*** Opening Data supplied ***

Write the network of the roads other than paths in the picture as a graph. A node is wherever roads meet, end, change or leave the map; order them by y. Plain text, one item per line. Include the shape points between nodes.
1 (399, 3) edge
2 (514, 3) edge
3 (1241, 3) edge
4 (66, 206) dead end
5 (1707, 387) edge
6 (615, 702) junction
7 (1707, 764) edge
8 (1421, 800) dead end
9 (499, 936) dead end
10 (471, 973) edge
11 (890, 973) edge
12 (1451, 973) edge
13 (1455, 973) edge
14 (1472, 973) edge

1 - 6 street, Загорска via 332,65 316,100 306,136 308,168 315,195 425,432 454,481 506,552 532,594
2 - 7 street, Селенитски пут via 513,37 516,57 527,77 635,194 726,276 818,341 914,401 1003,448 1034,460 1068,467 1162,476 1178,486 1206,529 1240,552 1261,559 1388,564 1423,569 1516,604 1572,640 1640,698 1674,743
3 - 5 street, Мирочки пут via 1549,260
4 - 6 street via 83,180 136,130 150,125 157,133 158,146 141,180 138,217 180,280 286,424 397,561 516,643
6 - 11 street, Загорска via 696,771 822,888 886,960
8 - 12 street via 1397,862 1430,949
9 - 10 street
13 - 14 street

*** Closing Data supplied ***

The problem -
Would you write out all of the data again, unchanged?

Finished exercise -
Write the network of the roads other than paths in the picture as a graph. A node is wherever roads meet, end, change or leave the map; order them by y. Plain text, one item per line. Include the shape points between nodes.
1 (399, 3) edge
2 (514, 3) edge
3 (1241, 3) edge
4 (66, 206) dead end
5 (1707, 387) edge
6 (615, 702) junction
7 (1707, 764) edge
8 (1421, 800) dead end
9 (499, 936) dead end
10 (471, 973) edge
11 (890, 973) edge
12 (1451, 973) edge
13 (1455, 973) edge
14 (1472, 973) edge

1 - 6 street, Загорска via 332,65 316,100 306,136 308,168 315,195 425,432 454,481 506,552 532,594
2 - 7 street, Селенитски пут via 513,37 516,57 527,77 635,194 726,276 818,341 914,401 1003,448 1034,460 1068,467 1162,476 1178,486 1206,529 1240,552 1261,559 1388,564 1423,569 1516,604 1572,640 1640,698 1674,743
3 - 5 street, Мирочки пут via 1549,260
4 - 6 street via 83,180 136,130 150,125 157,133 158,146 141,180 138,217 180,280 286,424 397,561 516,643
6 - 11 street, Загорска via 696,771 822,888 886,960
8 - 12 street via 1397,862 1430,949
9 - 10 street
13 - 14 street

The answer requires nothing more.